Is it possible we could adopt a similar system? In all likelihood it's not even remotely close to happening, but it's worth pondering to see if we could use it even as a plan B if not a plan A, so let's have a look...

Going back to the 3-5-2 though, O'Neill was an expert at it, so much so that upon taking over the side, Neil Lennon attempted to continue it before eventually putting hos own stamp on things.

However, could it be time for a 3-5-2 comeback, some teams have brought it back in recent months. Juventus during their unbeaten Serie A season, and Italy against Spain in Euro 2012.

Part two of that question is do we have the personnel for it? I happen to think that we do actually, and could further enhance that with any future signings this summer.

At the Hoops, O'Neill reached the 2003 UEFA Cup Final, and used his 3-5-2 in a battling 3-2 extra time defeat in Seville to Portuguese side, Porto;

Rab Douglas

Joos Valgaeren - Bobo Balde - Johan Mjallby

Dider Agathe --------------------------------------------- Alan Thomson

Paul Lambert - Neil Lennon

Stilyan Petrov

Henrik Larsson - Chris Sutton

In this system, the defence held firm, protected by Paul Lambert with Neil Lennon providing the out-ball. Petrov able to make things happen behind a roaming and Larsson and target-man Chris Sutton. The wing-backs are quite interesting. Neither Thomson nor Agathe were traditional fullbacks, certainly more midfielders who didn't mind doing the donkey-work in getting back to help out. High-motor players, with Thomson the more advanced usually.

Now, to apply this to the players currently a the disposal of O'Neill at the Stadium Of Light;

Simon Mignolet

Wes Brown - Michael Turner - John O'Shea

Seb Larsson ----------------------------------------------- James McClean

Lee Cattermole - Jack Colback

Craig Gardner

Stephane Sessegnon - Connor Wickham

Now this team isn't without it's flaws, and there's certainly room for improvement in a couple of areas, but let's just go through it.
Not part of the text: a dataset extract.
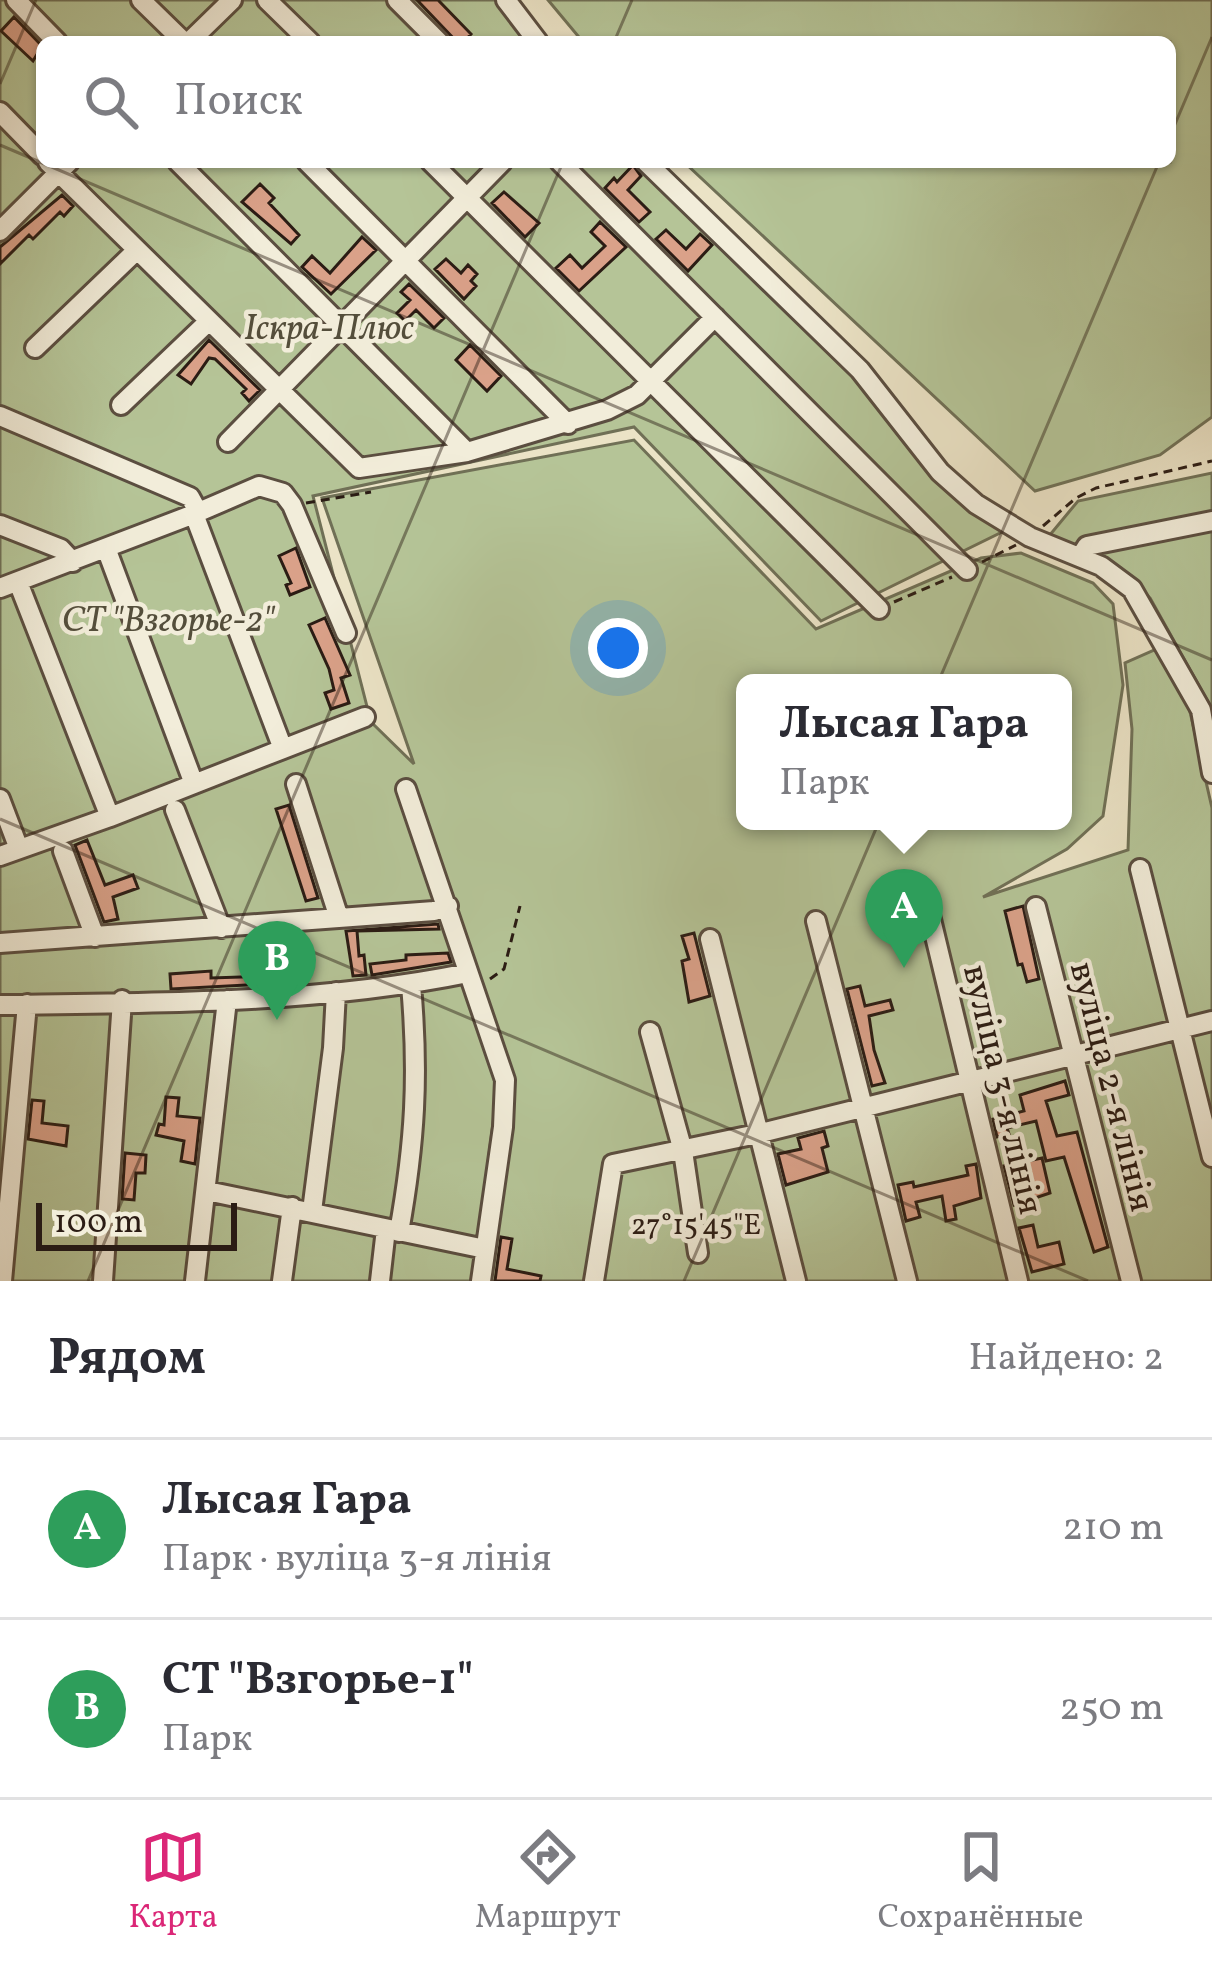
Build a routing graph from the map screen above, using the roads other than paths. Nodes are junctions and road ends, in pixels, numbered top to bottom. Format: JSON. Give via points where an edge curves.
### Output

Obviously a keeper is a keeper, with Mignolet taking the starting role between the sticks. The defence boasts arguable our best defenders. Wes Brown take a role on the right of the trio having had experience at right-back, even though he's not actually going to be attacking particularly here. Michael Turner slots into the middle in the Bobo Balde "lanky lump" in the middle, and John O'Shea despite limited experience on the left of defence, slots in there.

The wing-back positions are certainly interesting, and draw pretty close comparisons to the one's used by O'Neill at Celtic. Agathe, while more energetic than Larsson, was clearly the more defensive of the two as is Larsson in this instance, and both were expert crossers of a ball.

On the left, Thomson and McClean are more used to being midfielders but both have a great work ethic, and both are dangerous going forward. Briefly against West Brom away, O'Neill tried McClean at left-back. It was highly unsuccessful and abandoned after about twenty minutes, but it's something that's been tried at least. Here, McClean still has the freedom to bomb forward, and doesn't have to do much more work than he already was defensively.

Lee Cattermole can sit and protect the defence as he already does, with Jack Colback being the one to link the ball from defence to attack, what with being one of the more useful passers in the team. In front of the pair in this instance is Craig Gardner. In an ideal world, we'd probably look elsewhere and fill in with a new signing who offers some more creativity and vision, but this is the best we have. An alternative within the squad would be Kieran Richardson, but preferably elsewhere.

Stephane Sessegnon given the Henrik Larsson role in attack, allowed to roam behind the main striker, as well as get forward. We're still slightly unsure of Sessegnon's best role, but we know it's attacking, so let him do what he wants. Connor Wickham here plays the part of Chris Sutton, setting up knockdowns for Sessegnon, Gardner and whoever else joins in the attack, but preferably this would be a new signing too. Steven Fletcher would be absolutely ideal in this role.

In my minds eye, we definitely have the the option to do this, it's just a matter of whether or not we have the gumption to actually do so. It seems possible we could adopt it though as a plan b, but it would be highly interesting to see us take a radical turn and bring back the 3-5-2 formation.